LONGA DISTÂNCIA
(Long Distance)
Produção de suspense que promete bons momentos de medo e tensão. Uma garota faz uma ligação por engano e acaba ouvindo, do outro lado da linha, o improvável: um assassinato sendo cometido. O criminoso consegue identificar o número de telefone e, seguindo um rastro que envolve o telefonema em uma série de crimes, ele está chegando cada vez mais perto da casa de sua testemunha e próxima vitima. A única saída da garota é descobrir antes de tudo quem é o assassino e finalmente desmascará-lo, mas essa missão não será nada fácil, principalmente quando o medo tomar conta de todos os seus atos.
COMENTÁRIOS
A bela atriz Monica Keena (de “Freddy vs. Jason”) é a protagonista desse thriller sobre traição e assassinato, lançado em DVD no Brasil pela “California”. Ela é Nicole Freeman, uma estudante graduada que está trabalhando numa tese, e mora num prédio que foi uma escola no passado. Recentemente separada do namorado Chris Lundgreen, um fotógrafo com quem morava no apartamento, ela não imaginava as conseqüências de um telefonema errado que deu, surpreendendo um assassino no ato do crime. A partir daí, ela passou a receber constantes ligações do criminoso em série, que se identificou como Joe (Kevin Chapman), colocando-a num jogo psicológico de tensão crescente, enquanto outras vítimas eram brutalmente assassinadas. Para comandar as investigações, surge um detetive da polícia de Boston, Frank Halsey (Ivan Martin), e uma agente especial do FBI, Margaret Wright (Tamala Jones), uma psicóloga criminalista especializada na identificação do perfil de assassinos.
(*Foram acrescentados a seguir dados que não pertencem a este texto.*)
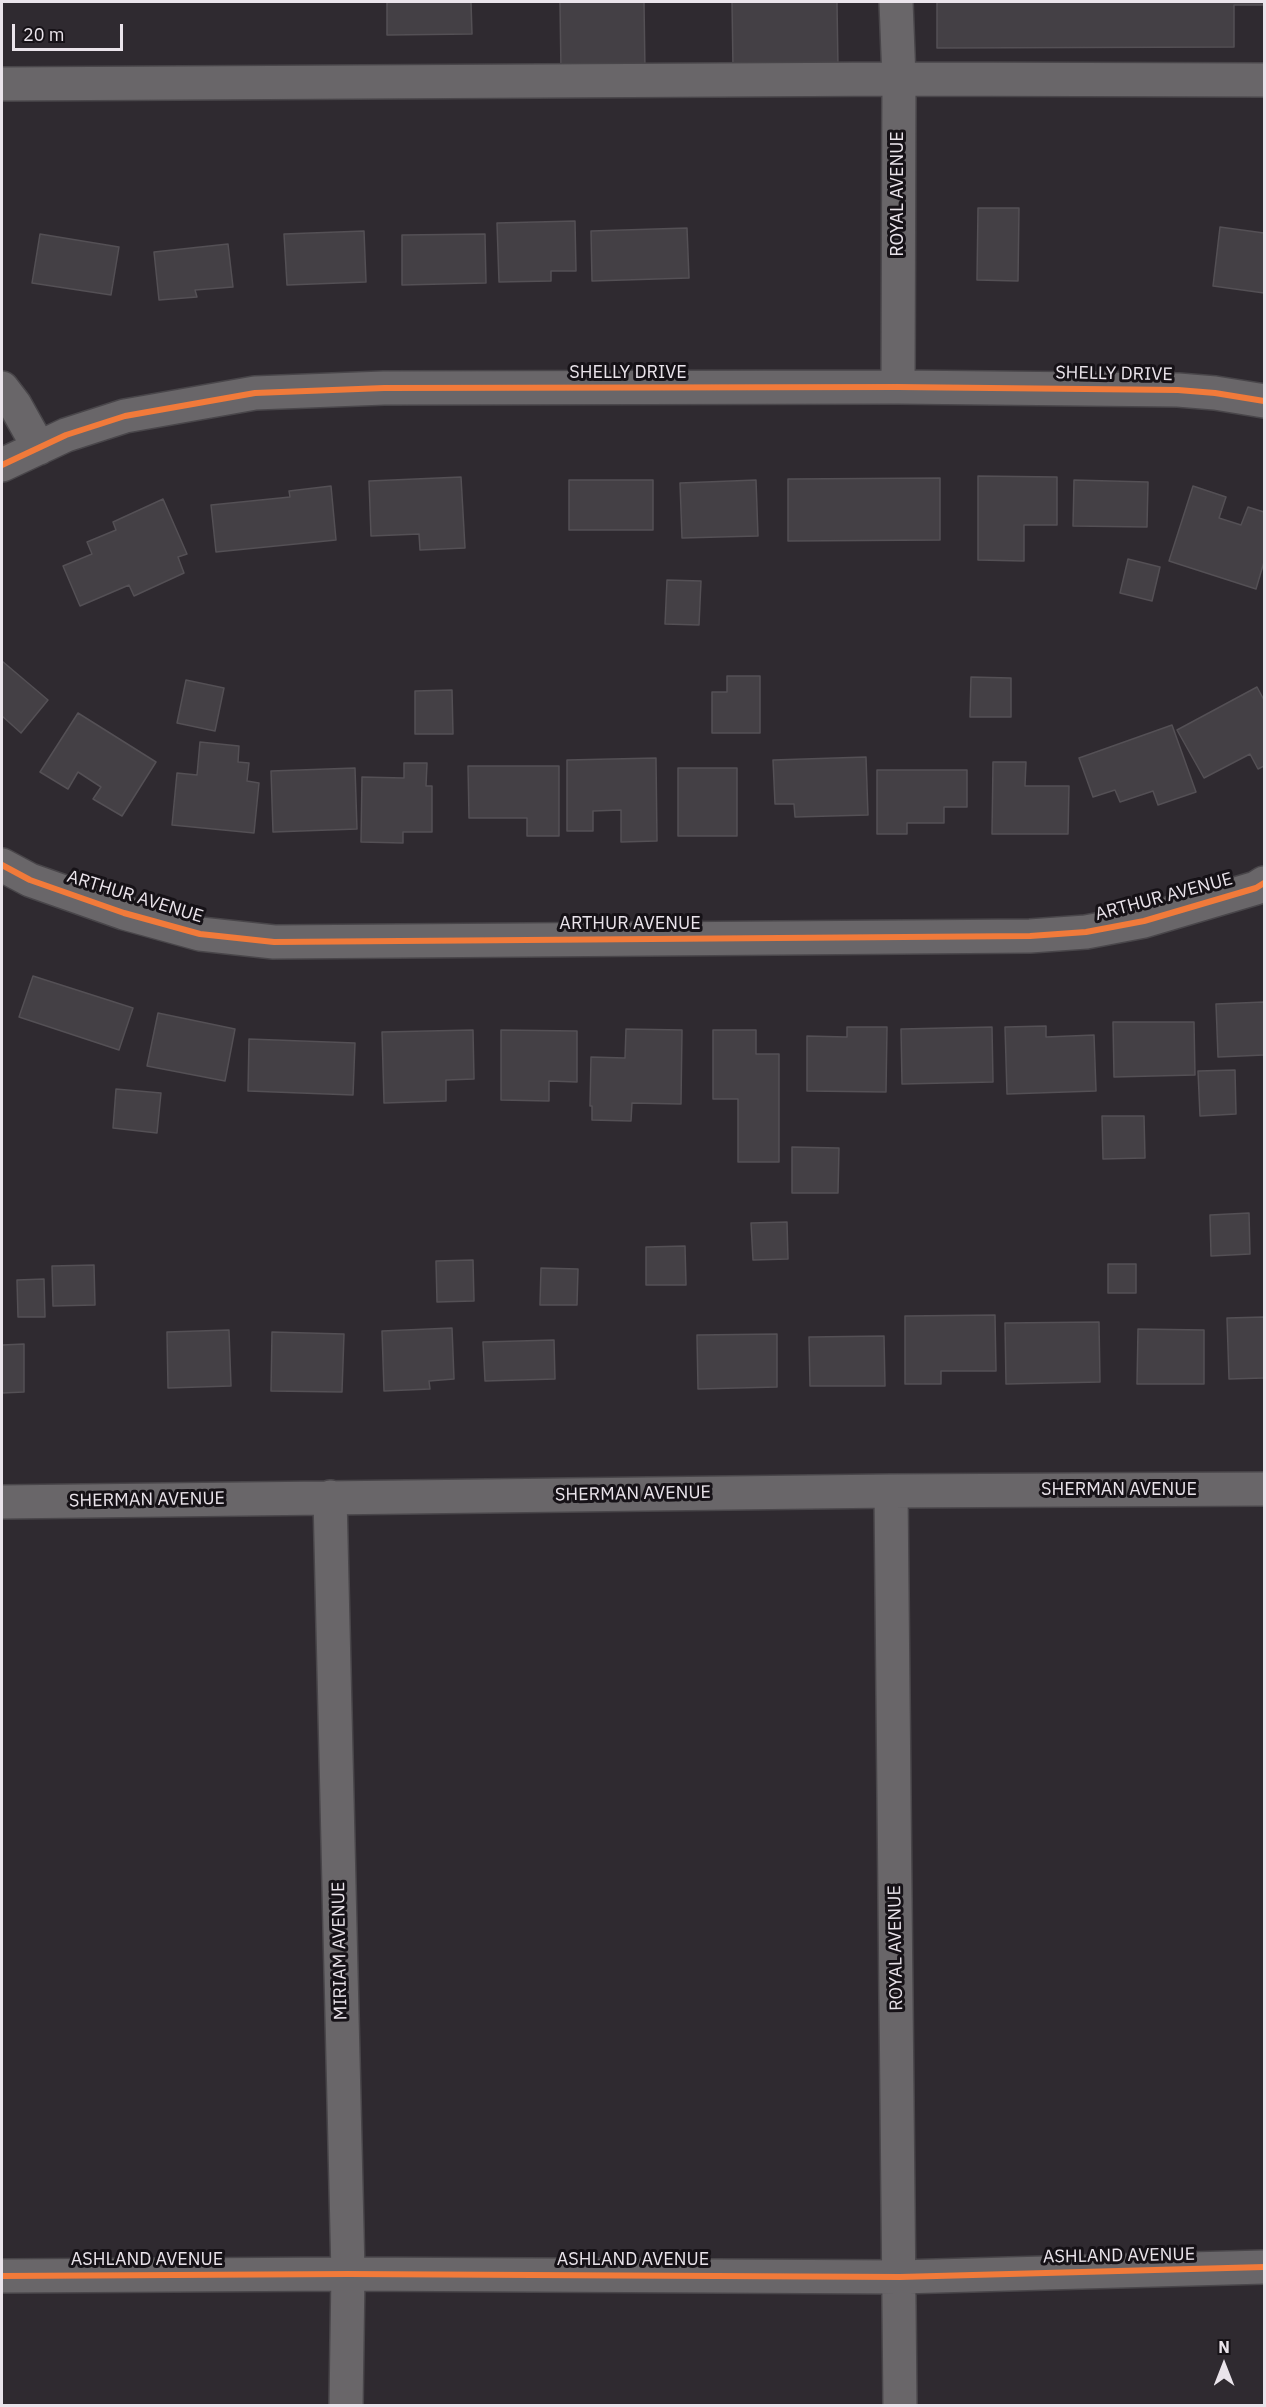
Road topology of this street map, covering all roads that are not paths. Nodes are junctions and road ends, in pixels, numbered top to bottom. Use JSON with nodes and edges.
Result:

“Longa Distância” (Long Distance, 2005) é um thriller comum na maior parte do tempo, parecido com tantos outros produzidos por aí, trazendo os conhecidos elementos do gênero, com alguns momentos de suspense, tensão psicológica, mortes (sem violência “on screen”), investigação policial e a utilização do telefone como meio de comunicação com o assassino. Porém, há um esforço do roteiro em apresentar uma reviravolta significativa próximo ao final (e qualquer informação adicional seria um “spoiler” comprometedor), que coloca o filme numa situação um pouco acima da média. Mas, de forma geral, é um típico filme daqueles que a TV Globo apresenta em sua tradicional sessão “Super Cine” dos Sábados à noite.